* **Task to carry out**
Count the lines of the data that have the word "junction", then report the number without anything else.
-=-=-=-=-
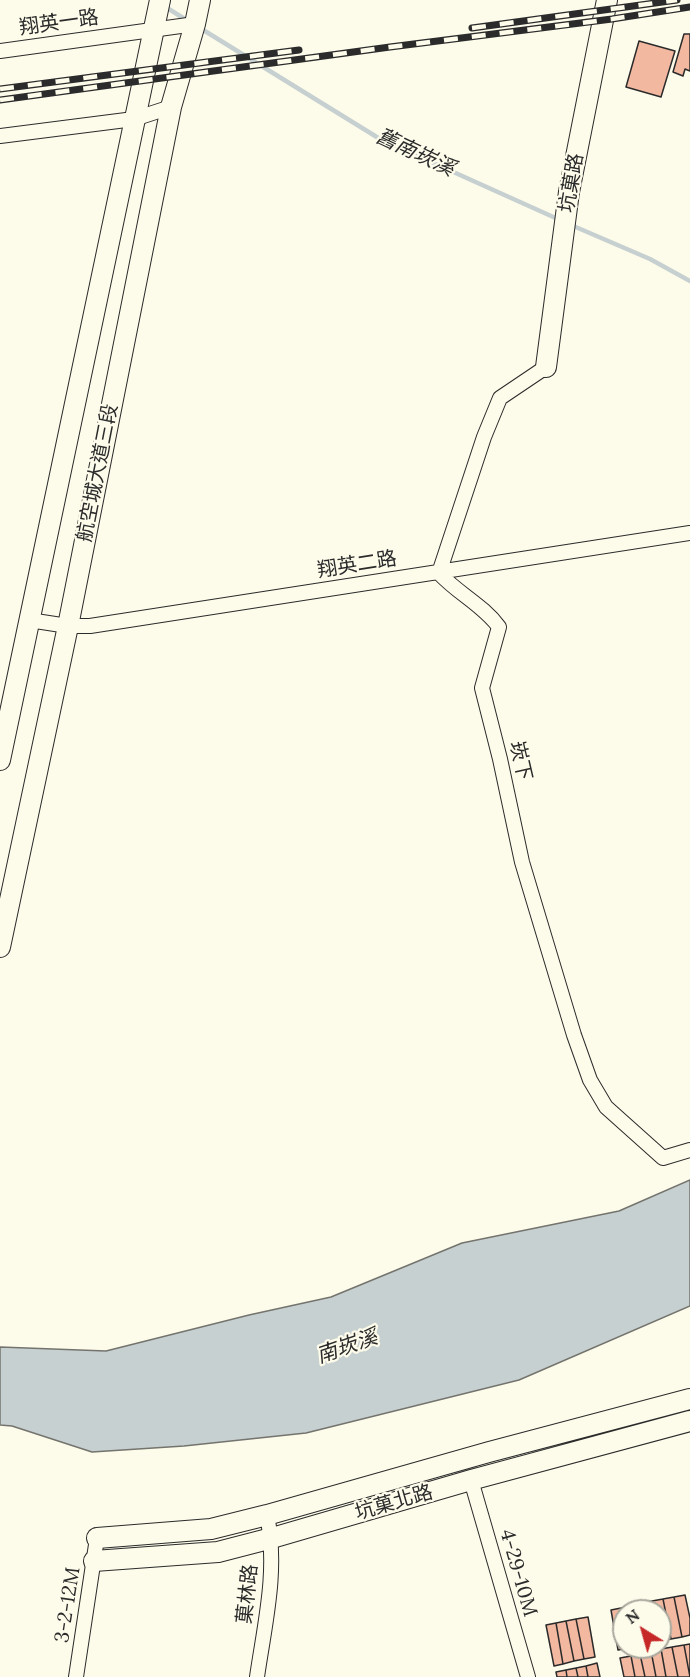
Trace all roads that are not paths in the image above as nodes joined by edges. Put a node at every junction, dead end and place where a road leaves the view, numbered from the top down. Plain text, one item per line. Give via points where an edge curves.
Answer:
1 (160, 0) edge
2 (200, 0) edge
3 (607, 0) edge
4 (195, 24) junction
5 (153, 30) junction
6 (0, 51) edge
7 (171, 107) junction
8 (134, 119) junction
9 (0, 136) edge
10 (546, 368) joint
11 (690, 533) edge
12 (439, 573) junction
13 (29, 620) junction
14 (68, 626) junction
15 (0, 760) edge
16 (0, 947) edge
17 (690, 1150) edge
18 (690, 1399) edge
19 (690, 1421) edge
20 (471, 1480) junction
21 (267, 1515) junction
22 (97, 1538) joint
23 (272, 1538) junction
24 (94, 1561) junction
25 (76, 1677) edge
26 (257, 1677) edge
27 (528, 1677) edge

1 - 5 street, 航空城大道三段
2 - 4 street, 航空城大道三段
3 - 10 street, 坑菓路 via 569,192
4 - 5 street, 翔英一路
4 - 7 street, 航空城大道三段
5 - 6 street, 翔英一路
5 - 8 street, 航空城大道三段
7 - 8 street
7 - 14 street, 航空城大道三段
8 - 9 street
8 - 13 street, 航空城大道三段
10 - 12 street via 500,398
11 - 12 street, 翔英二路
12 - 14 street, 翔英二路 via 90,626
12 - 17 street, 崁下 via 499,627 482,688 522,862 590,1080 606,1107 663,1158
13 - 14 street, 翔英二路
13 - 15 street, 航空城大道三段
14 - 16 street, 航空城大道三段
18 - 21 street, 坑菓北路
19 - 20 street, 坑菓北路
20 - 23 street, 坑菓北路
20 - 27 street, 4-29-10M
21 - 22 street, 坑菓北路 via 211,1529
21 - 23 street, 菓林路
22 - 24 street, 3-2-12M
23 - 24 street, 坑菓北路 via 218,1552
23 - 26 street, 菓林路 via 273,1576
24 - 25 street, 3-2-12M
-=-=-=-=-
* **Result of the task**
12